Paru sur le site Reporterre :

 

Pendant le confinement, les épandages de pesticides autorisés près des habitations

Durée de lecture : 7 minutes

6 avril 2020 Marie Astier (Reporterre)
Le ministère de l’Agriculture a permis que les distances de sécurité entre les habitations et les pulvérisations de pesticides soient réduites au minimum possible, dès le début de la saison des épandages. Le tout sans concertation, crise sanitaire due au Covid-19 oblige.

En ce printemps, il n’y a pas que le coronavirus qui essaime. Les plantes aussi se multiplient, et les agriculteurs sortent semences, tracteurs, fertilisants (qui seraient, selon certains, responsables d’une pollution aggravant les effets du Covid 19)... et bientôt pesticides.

Le gouvernement n’a pas décidé de les confiner, au contraire. Par une série de décisions, notamment justifiées par la crise sanitaire due au Covid-19, le ministère de l’Agriculture a permis que les distances de sécurité entre les habitations et les pulvérisations de pesticides soient réduites au minimum possible, dès le début de la saison des épandages. Et ce sans concertation, comme c’était prévu au départ.

Pour rappel, après un intense débat, le gouvernement avait adopté fin décembre un arrêté définissant ces « zones de non traitement ». Les distances entre les épandages de pesticides et les limites de propriété des habitations bordant les champs avaient été fixées à :

  • dix mètres pour les cultures hautes tels que les arbres fruitiers ou les vignes ;
  • cinq mètres pour les autres cultures comme les grandes cultures (blé, maïs, colza, légumes, etc.),
  • vingt mètres, quel que soit le type de culture, pour les substances les plus dangereuses.

Adopté en même temps, un décret demandait à chaque département d’adopter des « chartes d’engagements des utilisateurs ». Une fois adoptées, elles permettent la réduction de ces distances à :

  • cinq mètres pour les vignes et l’arboriculture,
  • trois mètres pour les autres cultures,
  • les vingt mètres restant de rigueur pour les substances les plus dangereuses.

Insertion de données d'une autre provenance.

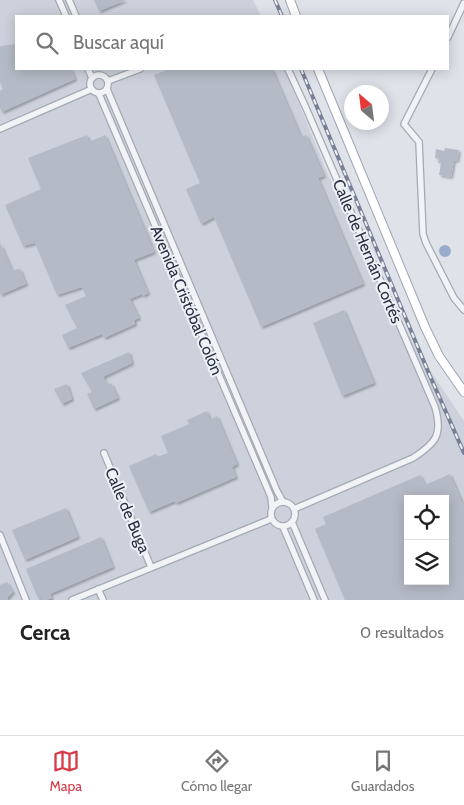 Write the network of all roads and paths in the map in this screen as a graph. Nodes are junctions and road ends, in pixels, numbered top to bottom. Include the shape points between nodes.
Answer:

Le tout à condition que les agriculteurs utilisent des « systèmes anti-dérive » (épandeurs plus précis).

 

Ces distances (réduites ou pas) avaient été considérées comme largement insuffisantes par les associations environnementales et de riverains. Mais le gouvernement a décidé de permettre aux agriculteurs d’appliquer les distances réduites avant même l’adoption des chartes. Ce alors que ces documents sont censés être discutés et adaptés au contexte local, et que leur contenu final ne devrait donc pas être connu à l’avance. L’affaire s’est passée en deux temps.

« Tout est fait pour appliquer le minimum réglementaire sous couvert de dialogue »

Tout d’abord, une circulaire du 3 février 2020, passée relativement inaperçue, a introduit une première dérogation : « Les utilisateurs engagés dans un projet de charte soumis à concertation publique (…) peuvent, à titre individuel, appliquer ces réductions de distance ». En clair : pas besoin d’attendre les remarques et retours de la concertation autour de la charte, ni l’approbation du texte par le préfet. Il suffit que la concertation autour de la charte soit engagée pour que les distances minimales soient appliquées. Le document, adressé par la Direction générale de l’alimentation (DGAL) du ministère de l’Agriculture aux préfets, précise en outre que cette dérogation est valable jusqu’au 30 juin 2020. Il s’agissait de « ne pas pénaliser les agriculteurs qui, dès le 1er janvier 2020, respectaient les conditions réglementaires à même de réduire les distances », nous a expliqué le ministère de l’Agriculture.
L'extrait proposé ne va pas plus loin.